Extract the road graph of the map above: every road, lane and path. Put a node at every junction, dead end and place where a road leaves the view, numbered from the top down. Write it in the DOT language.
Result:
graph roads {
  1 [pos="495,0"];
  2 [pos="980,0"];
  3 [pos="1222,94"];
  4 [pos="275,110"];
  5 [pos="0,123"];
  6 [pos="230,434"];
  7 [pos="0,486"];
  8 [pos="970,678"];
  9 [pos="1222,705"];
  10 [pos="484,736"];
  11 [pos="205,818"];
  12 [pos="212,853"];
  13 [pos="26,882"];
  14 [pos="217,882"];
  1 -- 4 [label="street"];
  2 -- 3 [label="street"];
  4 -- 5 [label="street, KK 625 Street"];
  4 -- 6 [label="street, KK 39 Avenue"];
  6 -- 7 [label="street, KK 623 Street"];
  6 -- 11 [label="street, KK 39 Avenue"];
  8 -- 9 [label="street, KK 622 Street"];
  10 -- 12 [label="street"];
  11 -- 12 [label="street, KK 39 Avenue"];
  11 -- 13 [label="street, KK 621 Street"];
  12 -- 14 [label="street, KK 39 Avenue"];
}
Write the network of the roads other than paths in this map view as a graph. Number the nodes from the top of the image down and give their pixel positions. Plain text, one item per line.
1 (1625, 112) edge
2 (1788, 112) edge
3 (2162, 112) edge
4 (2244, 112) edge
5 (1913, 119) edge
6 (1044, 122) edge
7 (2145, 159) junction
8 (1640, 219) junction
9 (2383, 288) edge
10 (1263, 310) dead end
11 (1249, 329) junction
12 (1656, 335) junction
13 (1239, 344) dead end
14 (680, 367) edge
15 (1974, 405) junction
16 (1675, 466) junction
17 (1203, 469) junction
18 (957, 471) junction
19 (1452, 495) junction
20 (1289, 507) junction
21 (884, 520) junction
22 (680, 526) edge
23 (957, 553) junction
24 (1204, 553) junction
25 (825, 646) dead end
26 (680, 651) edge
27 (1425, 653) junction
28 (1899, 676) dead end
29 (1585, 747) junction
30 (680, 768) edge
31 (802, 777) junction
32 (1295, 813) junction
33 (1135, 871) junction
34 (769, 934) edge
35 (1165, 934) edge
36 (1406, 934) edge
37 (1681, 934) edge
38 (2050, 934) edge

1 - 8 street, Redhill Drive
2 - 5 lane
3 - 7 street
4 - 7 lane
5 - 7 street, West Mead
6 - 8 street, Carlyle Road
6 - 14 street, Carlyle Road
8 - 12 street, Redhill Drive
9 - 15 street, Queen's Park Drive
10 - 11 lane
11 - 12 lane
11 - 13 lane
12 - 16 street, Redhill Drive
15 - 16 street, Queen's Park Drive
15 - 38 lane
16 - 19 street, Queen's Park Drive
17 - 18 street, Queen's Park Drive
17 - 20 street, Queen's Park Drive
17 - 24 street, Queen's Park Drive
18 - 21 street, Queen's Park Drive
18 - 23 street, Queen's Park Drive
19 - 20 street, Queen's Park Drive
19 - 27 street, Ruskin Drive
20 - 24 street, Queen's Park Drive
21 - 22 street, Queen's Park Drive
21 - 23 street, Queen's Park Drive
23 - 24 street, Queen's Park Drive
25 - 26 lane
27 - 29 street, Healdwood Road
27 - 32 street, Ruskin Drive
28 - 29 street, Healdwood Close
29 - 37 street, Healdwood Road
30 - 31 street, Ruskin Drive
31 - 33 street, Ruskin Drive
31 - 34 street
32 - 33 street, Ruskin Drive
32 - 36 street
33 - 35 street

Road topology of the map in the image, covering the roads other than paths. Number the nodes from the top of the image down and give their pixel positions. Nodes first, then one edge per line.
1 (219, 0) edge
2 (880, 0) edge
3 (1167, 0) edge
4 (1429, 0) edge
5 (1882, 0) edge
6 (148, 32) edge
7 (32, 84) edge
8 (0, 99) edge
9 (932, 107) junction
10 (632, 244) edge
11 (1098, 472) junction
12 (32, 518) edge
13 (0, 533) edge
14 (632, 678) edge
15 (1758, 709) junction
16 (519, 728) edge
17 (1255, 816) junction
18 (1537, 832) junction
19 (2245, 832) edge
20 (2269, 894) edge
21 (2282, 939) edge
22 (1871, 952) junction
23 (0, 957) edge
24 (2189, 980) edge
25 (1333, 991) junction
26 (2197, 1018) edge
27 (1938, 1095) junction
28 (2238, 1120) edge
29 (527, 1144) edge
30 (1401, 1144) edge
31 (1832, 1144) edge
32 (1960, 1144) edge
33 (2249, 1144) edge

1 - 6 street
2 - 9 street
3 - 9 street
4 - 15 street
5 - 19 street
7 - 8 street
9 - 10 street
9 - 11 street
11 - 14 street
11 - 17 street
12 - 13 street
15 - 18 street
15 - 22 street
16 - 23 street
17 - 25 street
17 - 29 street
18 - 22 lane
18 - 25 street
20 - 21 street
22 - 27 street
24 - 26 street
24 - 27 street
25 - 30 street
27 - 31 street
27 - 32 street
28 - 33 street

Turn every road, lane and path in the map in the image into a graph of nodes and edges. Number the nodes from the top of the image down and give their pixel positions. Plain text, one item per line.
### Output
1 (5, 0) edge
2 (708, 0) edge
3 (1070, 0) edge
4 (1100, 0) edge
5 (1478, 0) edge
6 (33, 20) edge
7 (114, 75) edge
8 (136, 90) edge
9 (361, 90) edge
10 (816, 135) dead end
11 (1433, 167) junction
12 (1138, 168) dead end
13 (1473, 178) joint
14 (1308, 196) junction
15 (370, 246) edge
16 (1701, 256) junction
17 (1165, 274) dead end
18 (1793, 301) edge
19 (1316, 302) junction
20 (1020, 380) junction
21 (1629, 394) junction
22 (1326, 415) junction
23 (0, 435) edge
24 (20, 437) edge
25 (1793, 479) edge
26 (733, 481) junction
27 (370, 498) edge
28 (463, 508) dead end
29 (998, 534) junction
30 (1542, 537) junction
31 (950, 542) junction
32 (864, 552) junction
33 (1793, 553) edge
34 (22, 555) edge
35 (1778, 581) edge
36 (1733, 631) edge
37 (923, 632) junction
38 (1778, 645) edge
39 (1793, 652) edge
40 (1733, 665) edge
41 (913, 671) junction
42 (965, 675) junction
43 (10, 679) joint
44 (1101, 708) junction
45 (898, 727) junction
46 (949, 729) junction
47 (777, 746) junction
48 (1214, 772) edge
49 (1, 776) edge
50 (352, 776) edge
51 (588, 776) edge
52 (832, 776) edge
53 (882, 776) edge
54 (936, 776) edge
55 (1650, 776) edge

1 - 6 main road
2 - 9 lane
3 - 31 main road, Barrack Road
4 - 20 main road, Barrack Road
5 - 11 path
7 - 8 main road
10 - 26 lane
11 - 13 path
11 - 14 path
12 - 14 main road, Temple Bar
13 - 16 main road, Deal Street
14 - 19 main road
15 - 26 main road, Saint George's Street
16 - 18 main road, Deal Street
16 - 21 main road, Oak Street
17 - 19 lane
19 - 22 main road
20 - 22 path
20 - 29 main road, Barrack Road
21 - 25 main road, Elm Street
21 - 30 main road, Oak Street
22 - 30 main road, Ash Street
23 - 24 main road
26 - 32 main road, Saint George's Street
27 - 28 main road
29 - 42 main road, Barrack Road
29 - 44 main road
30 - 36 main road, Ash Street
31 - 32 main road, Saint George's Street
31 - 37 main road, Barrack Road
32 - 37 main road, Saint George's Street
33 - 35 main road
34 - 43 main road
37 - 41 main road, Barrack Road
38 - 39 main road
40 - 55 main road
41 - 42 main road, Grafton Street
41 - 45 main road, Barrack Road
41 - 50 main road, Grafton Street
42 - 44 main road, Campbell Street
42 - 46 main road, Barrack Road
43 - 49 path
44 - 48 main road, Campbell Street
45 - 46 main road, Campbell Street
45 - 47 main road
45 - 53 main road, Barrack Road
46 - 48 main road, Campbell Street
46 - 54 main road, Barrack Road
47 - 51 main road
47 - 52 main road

PROBLEM DETAILS:
Would you report every line of the entries above containing the word "positions"?

RESPONSE TO THIS TASK:
Write the network of the roads other than paths in this map view as a graph. Number the nodes from the top of the image down and give their pixel positions. Plain text, one item per line.
Road topology of the map in the image, covering the roads other than paths. Number the nodes from the top of the image down and give their pixel positions. Nodes first, then one edge per line.
Turn every road, lane and path in the map in the image into a graph of nodes and edges. Number the nodes from the top of the image down and give their pixel positions. Plain text, one item per line.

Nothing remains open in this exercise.